__Work order__.
Each line of the data must be set down again without a single difference.
::: Dataset
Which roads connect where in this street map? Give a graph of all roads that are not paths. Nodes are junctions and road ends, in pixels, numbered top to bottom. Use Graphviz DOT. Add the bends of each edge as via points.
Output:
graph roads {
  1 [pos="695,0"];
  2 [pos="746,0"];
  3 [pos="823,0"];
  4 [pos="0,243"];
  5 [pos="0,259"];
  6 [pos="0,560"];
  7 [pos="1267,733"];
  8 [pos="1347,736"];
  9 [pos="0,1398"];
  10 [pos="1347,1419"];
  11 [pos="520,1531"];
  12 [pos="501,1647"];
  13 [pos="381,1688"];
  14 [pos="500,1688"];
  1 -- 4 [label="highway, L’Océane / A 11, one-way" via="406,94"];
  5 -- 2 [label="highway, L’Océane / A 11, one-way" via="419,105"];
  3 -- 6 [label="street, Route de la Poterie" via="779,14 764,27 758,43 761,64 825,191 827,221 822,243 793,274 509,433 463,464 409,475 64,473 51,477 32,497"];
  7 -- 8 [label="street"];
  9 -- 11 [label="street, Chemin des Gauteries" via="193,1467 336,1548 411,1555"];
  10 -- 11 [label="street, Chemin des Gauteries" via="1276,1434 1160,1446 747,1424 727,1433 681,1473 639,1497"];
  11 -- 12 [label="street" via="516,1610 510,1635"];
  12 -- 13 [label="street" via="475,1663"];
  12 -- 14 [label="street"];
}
::::::
__Response area__.
Which roads connect where in this street map? Give a graph of all roads that are not paths. Nodes are junctions and road ends, in pixels, numbered top to bottom. Use Graphviz DOT. Add the bends of each edge as via points.
Output:
graph roads {
  1 [pos="695,0"];
  2 [pos="746,0"];
  3 [pos="823,0"];
  4 [pos="0,243"];
  5 [pos="0,259"];
  6 [pos="0,560"];
  7 [pos="1267,733"];
  8 [pos="1347,736"];
  9 [pos="0,1398"];
  10 [pos="1347,1419"];
  11 [pos="520,1531"];
  12 [pos="501,1647"];
  13 [pos="381,1688"];
  14 [pos="500,1688"];
  1 -- 4 [label="highway, L’Océane / A 11, one-way" via="406,94"];
  5 -- 2 [label="highway, L’Océane / A 11, one-way" via="419,105"];
  3 -- 6 [label="street, Route de la Poterie" via="779,14 764,27 758,43 761,64 825,191 827,221 822,243 793,274 509,433 463,464 409,475 64,473 51,477 32,497"];
  7 -- 8 [label="street"];
  9 -- 11 [label="street, Chemin des Gauteries" via="193,1467 336,1548 411,1555"];
  10 -- 11 [label="street, Chemin des Gauteries" via="1276,1434 1160,1446 747,1424 727,1433 681,1473 639,1497"];
  11 -- 12 [label="street" via="516,1610 510,1635"];
  12 -- 13 [label="street" via="475,1663"];
  12 -- 14 [label="street"];
}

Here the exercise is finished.